Kumud Bika: I think that's such a great point, and I think there's so many people who share that sentiment, especially women. It is hard to believe that in this day and age, we are still grappling with the idea of do we have to make a choice between being a parent, being a mother, and choosing our careers. And so it's really great for you to reinforce and restate that you've been in a position where you don't have to make that choice. It is still balanced. And I think it is important to get that message out there because again, it's not one or the other and there's no right or wrong, you know, I think that's the other piece of it. And if you work for an organization that allows you that flexibility and the time to really figure it out. Because to your point, there's a lot of uncertainty. I think when it comes to parenthood, right? It's almost like taking. I don't want to say this entirely – it's like taking a new job. You don't know what you're getting yourself into, but it's nice to have that opportunity to figure it out over time. And it sounds like you've done a really, really amazing job doing that over your time here with GE. And this actually brings me to a follow up question that I have, you know, we know how important the connections that we forward with others, especially those who share our experiences can be profoundly impactful. And with that in mind, I'd love to hear your insights on any interactions you've had with other women in your career and who's had the greatest influence on you.

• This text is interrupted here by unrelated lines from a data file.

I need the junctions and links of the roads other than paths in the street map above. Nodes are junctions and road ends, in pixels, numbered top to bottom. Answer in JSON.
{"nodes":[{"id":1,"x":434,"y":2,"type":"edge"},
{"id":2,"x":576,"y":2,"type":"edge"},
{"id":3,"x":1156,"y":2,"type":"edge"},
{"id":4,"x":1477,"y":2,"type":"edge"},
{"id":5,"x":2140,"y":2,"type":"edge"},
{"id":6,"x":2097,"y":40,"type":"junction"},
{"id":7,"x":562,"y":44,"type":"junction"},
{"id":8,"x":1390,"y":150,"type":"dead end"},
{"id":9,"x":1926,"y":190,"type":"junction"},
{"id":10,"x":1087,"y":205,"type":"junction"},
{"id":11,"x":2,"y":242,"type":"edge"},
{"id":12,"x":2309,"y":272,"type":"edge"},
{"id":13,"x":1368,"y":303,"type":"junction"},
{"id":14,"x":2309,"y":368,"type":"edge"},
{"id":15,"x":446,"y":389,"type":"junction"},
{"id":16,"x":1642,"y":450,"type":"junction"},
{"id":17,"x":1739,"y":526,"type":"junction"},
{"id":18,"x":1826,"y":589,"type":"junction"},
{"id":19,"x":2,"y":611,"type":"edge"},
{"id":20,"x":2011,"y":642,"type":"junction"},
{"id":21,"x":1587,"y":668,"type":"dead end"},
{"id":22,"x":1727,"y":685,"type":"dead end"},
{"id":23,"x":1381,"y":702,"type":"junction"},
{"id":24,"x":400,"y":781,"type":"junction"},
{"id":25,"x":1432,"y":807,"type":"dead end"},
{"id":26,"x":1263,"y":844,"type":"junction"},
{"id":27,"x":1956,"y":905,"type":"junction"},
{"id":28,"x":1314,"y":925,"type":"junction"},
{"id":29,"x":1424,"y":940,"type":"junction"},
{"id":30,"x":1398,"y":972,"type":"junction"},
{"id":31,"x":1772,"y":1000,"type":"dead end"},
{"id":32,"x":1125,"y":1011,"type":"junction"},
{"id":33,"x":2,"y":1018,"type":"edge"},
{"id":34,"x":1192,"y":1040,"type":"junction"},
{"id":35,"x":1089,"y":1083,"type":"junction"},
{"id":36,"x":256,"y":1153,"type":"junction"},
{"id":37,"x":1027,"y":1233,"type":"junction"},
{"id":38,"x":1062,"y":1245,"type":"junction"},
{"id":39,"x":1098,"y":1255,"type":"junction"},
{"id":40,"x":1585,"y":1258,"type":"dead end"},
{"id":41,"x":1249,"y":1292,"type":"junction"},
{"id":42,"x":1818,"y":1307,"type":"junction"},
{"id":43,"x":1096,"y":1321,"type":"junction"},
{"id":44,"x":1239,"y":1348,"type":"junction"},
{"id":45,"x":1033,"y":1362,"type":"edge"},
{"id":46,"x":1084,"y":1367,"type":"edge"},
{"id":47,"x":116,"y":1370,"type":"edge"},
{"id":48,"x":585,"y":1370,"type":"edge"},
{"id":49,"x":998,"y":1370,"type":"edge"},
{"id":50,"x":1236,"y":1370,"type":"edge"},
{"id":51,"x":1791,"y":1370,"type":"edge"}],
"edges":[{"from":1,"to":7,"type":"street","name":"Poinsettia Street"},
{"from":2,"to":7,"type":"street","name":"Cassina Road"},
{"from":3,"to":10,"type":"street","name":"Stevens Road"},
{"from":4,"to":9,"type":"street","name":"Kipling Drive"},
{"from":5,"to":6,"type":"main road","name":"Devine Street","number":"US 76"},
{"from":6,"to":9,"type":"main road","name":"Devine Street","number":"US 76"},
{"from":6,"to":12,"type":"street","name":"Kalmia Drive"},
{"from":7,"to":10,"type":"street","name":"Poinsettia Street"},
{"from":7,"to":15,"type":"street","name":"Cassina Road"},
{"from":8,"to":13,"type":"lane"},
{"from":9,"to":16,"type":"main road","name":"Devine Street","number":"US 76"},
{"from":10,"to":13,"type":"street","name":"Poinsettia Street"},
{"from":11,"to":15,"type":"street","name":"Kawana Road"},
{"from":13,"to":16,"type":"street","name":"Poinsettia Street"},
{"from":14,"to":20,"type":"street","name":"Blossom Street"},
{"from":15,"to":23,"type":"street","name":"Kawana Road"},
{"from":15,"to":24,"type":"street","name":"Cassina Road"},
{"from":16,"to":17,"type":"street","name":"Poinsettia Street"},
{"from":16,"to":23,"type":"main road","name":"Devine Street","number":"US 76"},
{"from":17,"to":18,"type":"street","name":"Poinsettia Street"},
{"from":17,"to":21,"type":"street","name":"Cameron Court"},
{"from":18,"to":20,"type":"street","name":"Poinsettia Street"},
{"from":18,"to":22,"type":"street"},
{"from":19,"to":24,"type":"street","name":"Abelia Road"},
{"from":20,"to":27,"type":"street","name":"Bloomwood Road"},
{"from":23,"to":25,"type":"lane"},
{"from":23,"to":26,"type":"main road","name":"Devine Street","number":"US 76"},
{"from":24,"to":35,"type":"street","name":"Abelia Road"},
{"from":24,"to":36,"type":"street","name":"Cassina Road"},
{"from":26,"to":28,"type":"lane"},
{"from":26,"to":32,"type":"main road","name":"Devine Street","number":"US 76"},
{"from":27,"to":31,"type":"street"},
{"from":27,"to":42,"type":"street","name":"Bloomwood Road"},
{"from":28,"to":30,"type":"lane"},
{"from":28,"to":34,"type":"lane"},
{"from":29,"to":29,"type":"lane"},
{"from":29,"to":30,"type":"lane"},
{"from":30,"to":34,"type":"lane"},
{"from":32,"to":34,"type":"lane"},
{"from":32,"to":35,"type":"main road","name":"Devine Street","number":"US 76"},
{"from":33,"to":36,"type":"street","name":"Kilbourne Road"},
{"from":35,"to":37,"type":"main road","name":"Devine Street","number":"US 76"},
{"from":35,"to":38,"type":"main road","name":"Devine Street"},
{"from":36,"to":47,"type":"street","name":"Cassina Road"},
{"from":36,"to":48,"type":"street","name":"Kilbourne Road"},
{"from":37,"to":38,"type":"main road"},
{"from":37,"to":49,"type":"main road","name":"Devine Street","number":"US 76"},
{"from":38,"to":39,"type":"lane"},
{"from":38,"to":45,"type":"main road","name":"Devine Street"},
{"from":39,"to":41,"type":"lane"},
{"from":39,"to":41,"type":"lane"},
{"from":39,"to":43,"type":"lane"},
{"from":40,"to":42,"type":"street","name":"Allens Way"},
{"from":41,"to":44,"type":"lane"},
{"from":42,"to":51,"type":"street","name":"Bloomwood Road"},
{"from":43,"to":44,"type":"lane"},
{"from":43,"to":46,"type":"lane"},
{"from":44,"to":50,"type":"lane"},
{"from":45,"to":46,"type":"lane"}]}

Julie Grzeda: There are so many amazing women that I've worked with and learned from. Since we were just talking about becoming a parent and some of the things that go along with that, I would say it stands out to me. I worked with one very senior leader who herself had not only accomplished a lot, but she was a great mom as well. And the fact that she was so willing to be vulnerable about that and to share some of her setbacks with a teenage girl and she had an incredible way – and I've heard this same analogy used elsewhere, but she had an incredible way of relaying the crystal ball and rubber ball story, which is this something you can drop and it'll bounce, or is this something you drop it and it'll shatter. And I think that that's incredibly important when it comes to all the guilt or sorting out we do with the time we spend with different folks, certainly our children. And, you know, is this soccer game a rubber ball or a crystal ball? Is this particular business trip in a different country on your son's birthday, is that a rubber ball or a crystal ball? And I think that that answer is going to differ for different years, different days, different people. And I respect that my answers won't always be the same as yours, but I do think the fact that I was able to work with women that shared that. In fact, I was an early member of creating the Women's Network in GE, it was a really important place for people to share these stories. Again, not just women, but men who came to sponsored events as well. You always have to have your people to compare notes with and if nothing else, reassure you that you're on the right track. So many, many different encounters with women, role models, folks that would be willing to let me confide in them or they confide in me to just figure it out.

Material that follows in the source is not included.